● Exercise description
Copy out every line of the listing in which "nowrap" appears.

● Source information
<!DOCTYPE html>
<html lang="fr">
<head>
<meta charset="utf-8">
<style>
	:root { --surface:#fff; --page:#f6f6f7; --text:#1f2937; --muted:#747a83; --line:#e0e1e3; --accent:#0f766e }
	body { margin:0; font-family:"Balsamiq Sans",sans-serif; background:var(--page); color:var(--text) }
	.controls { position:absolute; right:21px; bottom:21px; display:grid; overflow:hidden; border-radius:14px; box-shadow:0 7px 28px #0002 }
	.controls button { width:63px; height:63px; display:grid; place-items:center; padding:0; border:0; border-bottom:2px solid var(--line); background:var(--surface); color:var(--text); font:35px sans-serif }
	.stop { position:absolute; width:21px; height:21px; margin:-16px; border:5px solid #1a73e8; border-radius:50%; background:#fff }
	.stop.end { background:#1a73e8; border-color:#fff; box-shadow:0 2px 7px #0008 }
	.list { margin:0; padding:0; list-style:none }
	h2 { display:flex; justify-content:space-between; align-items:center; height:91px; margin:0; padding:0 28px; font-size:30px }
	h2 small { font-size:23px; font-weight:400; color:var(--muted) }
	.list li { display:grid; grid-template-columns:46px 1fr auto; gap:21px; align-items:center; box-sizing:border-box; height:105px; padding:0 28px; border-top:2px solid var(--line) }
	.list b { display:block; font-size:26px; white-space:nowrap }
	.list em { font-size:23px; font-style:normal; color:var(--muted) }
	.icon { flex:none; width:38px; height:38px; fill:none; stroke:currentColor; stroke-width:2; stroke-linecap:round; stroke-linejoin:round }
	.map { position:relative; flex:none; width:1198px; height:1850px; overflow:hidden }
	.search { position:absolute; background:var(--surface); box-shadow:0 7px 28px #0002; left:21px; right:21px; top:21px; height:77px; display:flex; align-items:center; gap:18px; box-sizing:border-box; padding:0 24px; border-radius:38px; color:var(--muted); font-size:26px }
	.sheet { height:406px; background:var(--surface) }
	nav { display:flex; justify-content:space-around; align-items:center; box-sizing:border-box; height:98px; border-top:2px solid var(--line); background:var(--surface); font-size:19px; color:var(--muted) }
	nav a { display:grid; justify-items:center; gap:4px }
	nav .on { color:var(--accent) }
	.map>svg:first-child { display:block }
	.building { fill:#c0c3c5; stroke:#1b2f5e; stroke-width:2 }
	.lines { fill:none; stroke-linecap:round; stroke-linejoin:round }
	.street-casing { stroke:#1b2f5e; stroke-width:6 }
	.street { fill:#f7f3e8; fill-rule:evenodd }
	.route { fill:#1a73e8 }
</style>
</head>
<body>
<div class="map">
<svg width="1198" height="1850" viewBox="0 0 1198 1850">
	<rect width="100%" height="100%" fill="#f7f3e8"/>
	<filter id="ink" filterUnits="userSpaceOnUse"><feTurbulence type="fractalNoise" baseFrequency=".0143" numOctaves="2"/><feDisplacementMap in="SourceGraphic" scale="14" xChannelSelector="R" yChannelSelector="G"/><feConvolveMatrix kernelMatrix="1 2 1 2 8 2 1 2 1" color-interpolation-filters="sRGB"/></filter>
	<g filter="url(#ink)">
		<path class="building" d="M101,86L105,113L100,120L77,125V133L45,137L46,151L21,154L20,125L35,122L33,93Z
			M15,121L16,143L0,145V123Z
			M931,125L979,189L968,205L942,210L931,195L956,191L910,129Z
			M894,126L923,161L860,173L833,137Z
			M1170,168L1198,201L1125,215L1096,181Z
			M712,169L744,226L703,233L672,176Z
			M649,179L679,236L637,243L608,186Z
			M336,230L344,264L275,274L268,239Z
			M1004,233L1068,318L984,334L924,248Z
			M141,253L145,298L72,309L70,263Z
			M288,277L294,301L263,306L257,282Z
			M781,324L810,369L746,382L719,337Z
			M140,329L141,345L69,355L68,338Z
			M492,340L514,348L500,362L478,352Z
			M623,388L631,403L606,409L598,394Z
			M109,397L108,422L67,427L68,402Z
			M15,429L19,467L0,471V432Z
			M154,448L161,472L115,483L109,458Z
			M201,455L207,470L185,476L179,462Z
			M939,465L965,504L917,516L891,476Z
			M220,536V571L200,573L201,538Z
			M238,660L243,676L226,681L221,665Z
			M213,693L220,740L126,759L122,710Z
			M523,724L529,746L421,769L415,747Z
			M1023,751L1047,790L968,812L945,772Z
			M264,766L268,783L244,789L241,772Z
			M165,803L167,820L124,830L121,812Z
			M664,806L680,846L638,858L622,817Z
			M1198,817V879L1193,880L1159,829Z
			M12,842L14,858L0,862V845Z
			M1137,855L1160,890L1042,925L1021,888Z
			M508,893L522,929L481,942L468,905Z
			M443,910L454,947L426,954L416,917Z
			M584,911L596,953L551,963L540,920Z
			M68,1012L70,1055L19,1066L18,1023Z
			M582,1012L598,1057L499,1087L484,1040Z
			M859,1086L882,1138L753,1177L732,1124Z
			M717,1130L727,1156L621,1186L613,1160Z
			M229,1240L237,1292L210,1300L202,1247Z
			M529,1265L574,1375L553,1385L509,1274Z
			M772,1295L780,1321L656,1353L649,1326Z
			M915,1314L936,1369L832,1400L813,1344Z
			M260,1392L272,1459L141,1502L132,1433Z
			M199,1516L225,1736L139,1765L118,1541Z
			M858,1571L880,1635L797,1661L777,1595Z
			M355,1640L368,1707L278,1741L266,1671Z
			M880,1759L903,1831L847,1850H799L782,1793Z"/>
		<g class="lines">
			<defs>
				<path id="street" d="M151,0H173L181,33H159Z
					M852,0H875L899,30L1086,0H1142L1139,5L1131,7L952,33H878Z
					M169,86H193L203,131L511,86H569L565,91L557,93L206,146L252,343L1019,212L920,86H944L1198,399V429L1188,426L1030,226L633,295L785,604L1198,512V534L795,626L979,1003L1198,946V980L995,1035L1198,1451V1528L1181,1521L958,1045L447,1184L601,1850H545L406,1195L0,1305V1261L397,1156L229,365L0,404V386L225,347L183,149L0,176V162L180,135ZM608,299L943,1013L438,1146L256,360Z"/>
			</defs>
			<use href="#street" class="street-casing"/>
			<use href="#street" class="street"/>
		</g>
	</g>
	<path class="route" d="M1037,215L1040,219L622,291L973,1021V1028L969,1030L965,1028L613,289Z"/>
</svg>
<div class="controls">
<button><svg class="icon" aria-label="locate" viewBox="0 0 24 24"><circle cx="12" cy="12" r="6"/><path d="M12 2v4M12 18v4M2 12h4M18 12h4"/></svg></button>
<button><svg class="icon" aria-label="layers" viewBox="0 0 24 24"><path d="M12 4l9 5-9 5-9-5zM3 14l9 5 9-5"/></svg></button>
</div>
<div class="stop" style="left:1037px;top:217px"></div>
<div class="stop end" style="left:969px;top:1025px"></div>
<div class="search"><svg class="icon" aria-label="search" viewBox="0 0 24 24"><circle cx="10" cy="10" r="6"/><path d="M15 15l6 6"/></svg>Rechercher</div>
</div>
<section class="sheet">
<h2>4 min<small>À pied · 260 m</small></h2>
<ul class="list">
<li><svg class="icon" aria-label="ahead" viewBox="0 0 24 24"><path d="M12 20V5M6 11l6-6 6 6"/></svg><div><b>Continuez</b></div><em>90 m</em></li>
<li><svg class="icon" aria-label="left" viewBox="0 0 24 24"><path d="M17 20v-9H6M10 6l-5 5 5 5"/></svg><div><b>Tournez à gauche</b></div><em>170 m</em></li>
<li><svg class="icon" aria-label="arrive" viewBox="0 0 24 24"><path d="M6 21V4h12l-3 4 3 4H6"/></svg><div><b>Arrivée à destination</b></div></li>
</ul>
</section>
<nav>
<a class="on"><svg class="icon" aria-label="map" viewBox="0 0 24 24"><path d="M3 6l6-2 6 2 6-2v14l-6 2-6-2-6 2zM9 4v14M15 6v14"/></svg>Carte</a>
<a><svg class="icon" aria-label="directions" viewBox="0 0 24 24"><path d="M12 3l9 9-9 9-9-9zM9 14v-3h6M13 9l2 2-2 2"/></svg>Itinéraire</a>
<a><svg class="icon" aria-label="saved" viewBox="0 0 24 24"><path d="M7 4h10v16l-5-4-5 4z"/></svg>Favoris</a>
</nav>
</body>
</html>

...

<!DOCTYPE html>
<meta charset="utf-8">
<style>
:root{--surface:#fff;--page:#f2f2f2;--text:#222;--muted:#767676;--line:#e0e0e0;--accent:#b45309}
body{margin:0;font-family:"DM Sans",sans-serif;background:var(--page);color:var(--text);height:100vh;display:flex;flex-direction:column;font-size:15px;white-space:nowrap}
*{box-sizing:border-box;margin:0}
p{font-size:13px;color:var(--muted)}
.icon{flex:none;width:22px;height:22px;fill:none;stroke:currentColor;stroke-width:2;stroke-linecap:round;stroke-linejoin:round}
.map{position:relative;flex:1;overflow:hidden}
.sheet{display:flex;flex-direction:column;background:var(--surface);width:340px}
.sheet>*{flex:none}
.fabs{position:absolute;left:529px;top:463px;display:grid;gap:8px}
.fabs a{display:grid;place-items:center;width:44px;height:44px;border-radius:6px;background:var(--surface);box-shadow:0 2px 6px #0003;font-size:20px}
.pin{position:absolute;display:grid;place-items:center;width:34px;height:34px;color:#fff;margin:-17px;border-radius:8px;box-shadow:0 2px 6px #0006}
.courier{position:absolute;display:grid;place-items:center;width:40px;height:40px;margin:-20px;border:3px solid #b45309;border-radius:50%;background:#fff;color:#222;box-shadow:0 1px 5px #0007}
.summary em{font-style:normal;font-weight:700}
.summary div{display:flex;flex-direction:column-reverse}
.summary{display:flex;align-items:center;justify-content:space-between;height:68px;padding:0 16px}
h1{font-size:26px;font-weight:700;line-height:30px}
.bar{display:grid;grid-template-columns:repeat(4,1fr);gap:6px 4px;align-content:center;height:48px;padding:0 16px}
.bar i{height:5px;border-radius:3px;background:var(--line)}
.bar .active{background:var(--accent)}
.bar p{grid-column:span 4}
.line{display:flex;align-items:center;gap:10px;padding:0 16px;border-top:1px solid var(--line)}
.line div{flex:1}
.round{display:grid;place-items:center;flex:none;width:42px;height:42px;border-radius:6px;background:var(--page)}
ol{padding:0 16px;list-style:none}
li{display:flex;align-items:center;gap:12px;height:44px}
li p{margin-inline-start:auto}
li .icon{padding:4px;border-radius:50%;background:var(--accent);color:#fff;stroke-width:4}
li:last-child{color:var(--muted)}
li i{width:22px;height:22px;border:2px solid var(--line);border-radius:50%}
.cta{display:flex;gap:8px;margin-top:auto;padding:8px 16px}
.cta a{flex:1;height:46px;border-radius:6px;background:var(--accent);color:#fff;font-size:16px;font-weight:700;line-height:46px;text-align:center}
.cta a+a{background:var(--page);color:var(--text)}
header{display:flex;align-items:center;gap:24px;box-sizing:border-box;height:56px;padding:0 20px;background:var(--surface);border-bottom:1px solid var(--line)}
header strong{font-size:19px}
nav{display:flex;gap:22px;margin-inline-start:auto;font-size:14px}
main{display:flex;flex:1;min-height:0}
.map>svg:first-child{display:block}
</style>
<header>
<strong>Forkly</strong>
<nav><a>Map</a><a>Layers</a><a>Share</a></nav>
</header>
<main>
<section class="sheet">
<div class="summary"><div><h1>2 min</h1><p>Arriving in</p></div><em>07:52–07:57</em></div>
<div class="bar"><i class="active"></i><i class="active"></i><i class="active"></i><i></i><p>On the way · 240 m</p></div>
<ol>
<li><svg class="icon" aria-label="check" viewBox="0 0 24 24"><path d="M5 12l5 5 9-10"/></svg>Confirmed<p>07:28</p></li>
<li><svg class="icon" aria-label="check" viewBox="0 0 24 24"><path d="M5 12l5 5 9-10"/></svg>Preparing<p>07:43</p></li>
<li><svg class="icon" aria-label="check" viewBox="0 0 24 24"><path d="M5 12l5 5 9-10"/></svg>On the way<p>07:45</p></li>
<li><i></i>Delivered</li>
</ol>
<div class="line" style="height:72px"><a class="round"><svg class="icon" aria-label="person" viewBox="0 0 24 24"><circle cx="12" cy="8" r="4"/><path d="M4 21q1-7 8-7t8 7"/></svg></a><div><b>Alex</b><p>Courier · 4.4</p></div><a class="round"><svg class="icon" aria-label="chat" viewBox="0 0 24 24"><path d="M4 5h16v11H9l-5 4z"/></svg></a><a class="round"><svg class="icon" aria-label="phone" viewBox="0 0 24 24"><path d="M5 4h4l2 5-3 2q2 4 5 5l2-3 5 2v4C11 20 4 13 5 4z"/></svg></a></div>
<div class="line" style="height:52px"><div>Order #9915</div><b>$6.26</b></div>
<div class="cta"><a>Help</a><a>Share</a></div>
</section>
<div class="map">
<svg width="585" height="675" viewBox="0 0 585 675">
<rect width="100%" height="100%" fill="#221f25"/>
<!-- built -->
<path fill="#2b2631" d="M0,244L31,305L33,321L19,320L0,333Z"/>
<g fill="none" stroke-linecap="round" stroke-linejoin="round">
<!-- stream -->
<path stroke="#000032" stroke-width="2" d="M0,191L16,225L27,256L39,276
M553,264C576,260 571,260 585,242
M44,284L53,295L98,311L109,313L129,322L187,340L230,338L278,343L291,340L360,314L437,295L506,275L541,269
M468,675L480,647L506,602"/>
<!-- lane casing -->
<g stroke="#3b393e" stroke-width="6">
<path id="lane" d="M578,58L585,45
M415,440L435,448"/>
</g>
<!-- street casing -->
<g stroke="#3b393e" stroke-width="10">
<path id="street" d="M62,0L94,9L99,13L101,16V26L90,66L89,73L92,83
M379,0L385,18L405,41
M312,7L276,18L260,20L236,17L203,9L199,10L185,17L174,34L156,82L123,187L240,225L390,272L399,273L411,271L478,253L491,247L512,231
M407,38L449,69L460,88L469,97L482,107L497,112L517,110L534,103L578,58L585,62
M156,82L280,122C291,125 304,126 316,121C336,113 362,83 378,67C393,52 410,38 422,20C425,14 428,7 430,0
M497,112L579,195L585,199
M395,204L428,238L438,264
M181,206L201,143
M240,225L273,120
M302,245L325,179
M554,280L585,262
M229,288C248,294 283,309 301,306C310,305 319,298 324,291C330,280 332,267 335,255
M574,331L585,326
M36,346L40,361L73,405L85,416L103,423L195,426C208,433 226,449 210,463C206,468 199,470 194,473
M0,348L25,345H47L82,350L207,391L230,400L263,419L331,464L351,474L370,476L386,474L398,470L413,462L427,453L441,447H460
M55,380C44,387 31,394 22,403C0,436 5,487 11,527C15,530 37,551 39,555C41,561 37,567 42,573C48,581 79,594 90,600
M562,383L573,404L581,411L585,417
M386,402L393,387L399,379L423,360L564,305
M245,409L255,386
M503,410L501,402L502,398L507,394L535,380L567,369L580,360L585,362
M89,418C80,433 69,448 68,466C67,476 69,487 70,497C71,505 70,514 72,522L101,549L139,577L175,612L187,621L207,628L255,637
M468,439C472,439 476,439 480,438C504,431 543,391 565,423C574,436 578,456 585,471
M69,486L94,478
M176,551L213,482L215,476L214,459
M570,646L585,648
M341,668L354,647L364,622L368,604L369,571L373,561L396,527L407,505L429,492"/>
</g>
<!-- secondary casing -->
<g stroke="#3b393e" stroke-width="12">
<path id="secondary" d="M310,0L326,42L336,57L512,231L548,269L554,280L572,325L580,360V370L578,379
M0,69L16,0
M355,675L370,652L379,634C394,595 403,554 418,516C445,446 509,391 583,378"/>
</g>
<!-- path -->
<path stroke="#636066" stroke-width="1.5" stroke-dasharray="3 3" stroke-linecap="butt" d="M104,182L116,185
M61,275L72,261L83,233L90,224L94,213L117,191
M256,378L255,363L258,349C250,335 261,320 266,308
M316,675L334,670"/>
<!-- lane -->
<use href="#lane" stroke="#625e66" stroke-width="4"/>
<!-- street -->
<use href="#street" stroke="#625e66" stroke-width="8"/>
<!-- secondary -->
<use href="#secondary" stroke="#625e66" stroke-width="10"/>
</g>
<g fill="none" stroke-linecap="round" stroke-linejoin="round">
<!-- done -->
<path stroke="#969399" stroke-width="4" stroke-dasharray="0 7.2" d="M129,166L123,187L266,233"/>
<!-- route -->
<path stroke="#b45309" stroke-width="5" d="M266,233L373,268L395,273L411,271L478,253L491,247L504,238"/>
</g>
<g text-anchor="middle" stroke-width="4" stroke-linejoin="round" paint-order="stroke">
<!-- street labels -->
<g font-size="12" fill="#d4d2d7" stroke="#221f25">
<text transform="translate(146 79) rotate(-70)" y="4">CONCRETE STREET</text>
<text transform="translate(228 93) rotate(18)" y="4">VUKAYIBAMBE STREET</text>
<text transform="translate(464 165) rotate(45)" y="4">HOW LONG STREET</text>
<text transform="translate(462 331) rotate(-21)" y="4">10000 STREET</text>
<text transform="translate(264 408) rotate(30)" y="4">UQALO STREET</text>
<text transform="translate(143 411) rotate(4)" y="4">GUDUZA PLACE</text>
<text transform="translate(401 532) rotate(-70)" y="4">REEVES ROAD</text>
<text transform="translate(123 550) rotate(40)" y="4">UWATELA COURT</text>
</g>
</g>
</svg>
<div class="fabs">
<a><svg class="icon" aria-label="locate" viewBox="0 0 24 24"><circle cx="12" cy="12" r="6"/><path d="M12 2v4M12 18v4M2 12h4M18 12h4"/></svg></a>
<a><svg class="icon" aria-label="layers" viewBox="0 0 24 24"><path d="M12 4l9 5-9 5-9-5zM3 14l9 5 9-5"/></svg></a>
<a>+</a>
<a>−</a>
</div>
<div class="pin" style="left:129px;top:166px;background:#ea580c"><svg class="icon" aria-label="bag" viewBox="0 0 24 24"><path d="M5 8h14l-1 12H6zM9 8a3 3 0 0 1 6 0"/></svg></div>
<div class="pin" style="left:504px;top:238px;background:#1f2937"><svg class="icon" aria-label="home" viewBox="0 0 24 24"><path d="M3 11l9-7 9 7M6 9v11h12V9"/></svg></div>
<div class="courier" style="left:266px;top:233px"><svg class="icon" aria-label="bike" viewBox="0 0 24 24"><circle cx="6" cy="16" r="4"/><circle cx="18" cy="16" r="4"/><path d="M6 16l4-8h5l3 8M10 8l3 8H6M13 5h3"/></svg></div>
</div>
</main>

● Your solution
	.list b { display:block; font-size:26px; white-space:nowrap }
body{margin:0;font-family:"DM Sans",sans-serif;background:var(--page);color:var(--text);height:100vh;display:flex;flex-direction:column;font-size:15px;white-space:nowrap}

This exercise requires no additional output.